•No improvement in your back and leg pain (or worse pain).
• Infection - Signs of infection may be discharge from the wound or any swelling, redness or heat from the wound.
• Nerve damage – this is damage to the nerves in your back which can result in altered sensations to your legs, pins and needles, weakness including foot drop, loss of control to your bowel or bladder. These changes can be temporary or permanent.
• Bleeding or haematoma - collection of blood.
• Dural tears or leaks – this is when the membrane covering the spinal cord (the dura) is damaged during surgery. This may lead to nausea and headaches after surgery. It is usually treated with bedrest but occasionally may require more surgery.
• Non-union – this is when the bone does not fuse as planned. This is only determined when reviewed in clinic as the development of the bony bridge between vertebrae occurs over weeks and months. The risk is higher for patients who smoke, are obese or have been treated with radiation for cancer. It is important that you stop smoking prior to your surgery. Smoking, and the use of nicotine containing products, has been shown to be detrimental to the healing of the bone and therefore can affect the fusion of the spine.
After spinal fixation surgery it takes about three months for the vertebrae to begin to fuse, although 1-2 years are required before fusion is complete. We recommend that you have a BMI of less than 30 prior to your surgery.
You may experience discomfort in your back and hips as a consequence of spending time in one position during your operation. This should resolve over time, usually within 3-6 months.
It is normal to be in some discomfort but let the nurse know if your pain stops you from doing normal activities such as eating, sleeping, walking and going to the toilet. Following your surgery a nurse and physiotherapist will assist you to get out of bed and walk to the bathroom. The nursing staff will monitor your wound; you are advised not to shower for the first 10 days until the wound dressing is removed. You will be assessed by a physiotherapist and in some instances may be referred to an occupational therapist. You will receive your post op clinic appointments through the post following your discharge.

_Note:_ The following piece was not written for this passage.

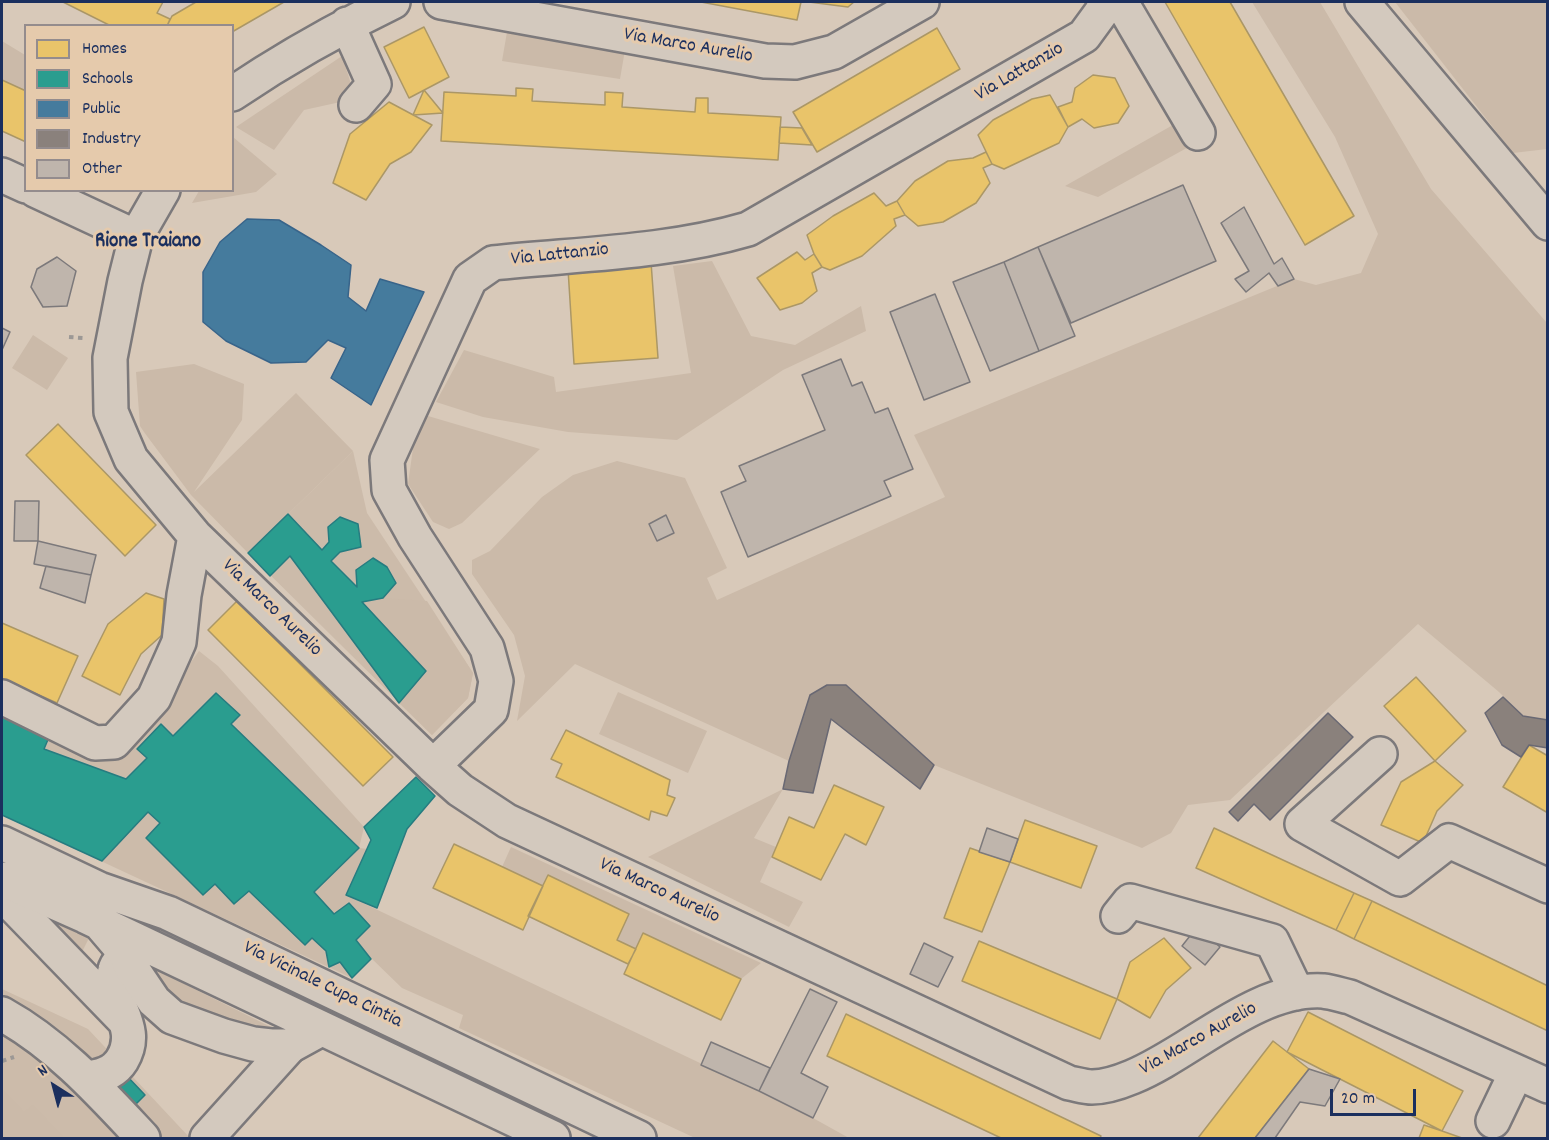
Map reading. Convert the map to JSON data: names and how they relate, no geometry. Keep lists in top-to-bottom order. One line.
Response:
{"streets":{"street":["Via Marco Aurelio","Via Lattanzio","Via Vicinale Cupa Cintia"]},"crossings":[["Via Marco Aurelio","Via Lattanzio"]],"districts":["Rione Traiano"],"legend":["Homes","Schools","Public","Industry","Other"],"scale_bar":"20 m","north":"top left"}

If you experience any of the following symptoms you should see a Doctor immediately:
• Numbness around your back passage and genital region.
• New onset of bladder or bowel incontinence.
• New numbness, pins and needles or weakness in both legs.
Following your surgery, you should avoid excessive bending, twisting and lifting and use a common sense approach. Advice for the following 3 months:
• Avoid excessive bending
• Avoid heavy lifting and twisting and use a common sense approach.
• You should not lift anything heavy for a period of 3 months.
• It is advised that you should not lift anything heavier than a full kettle of water.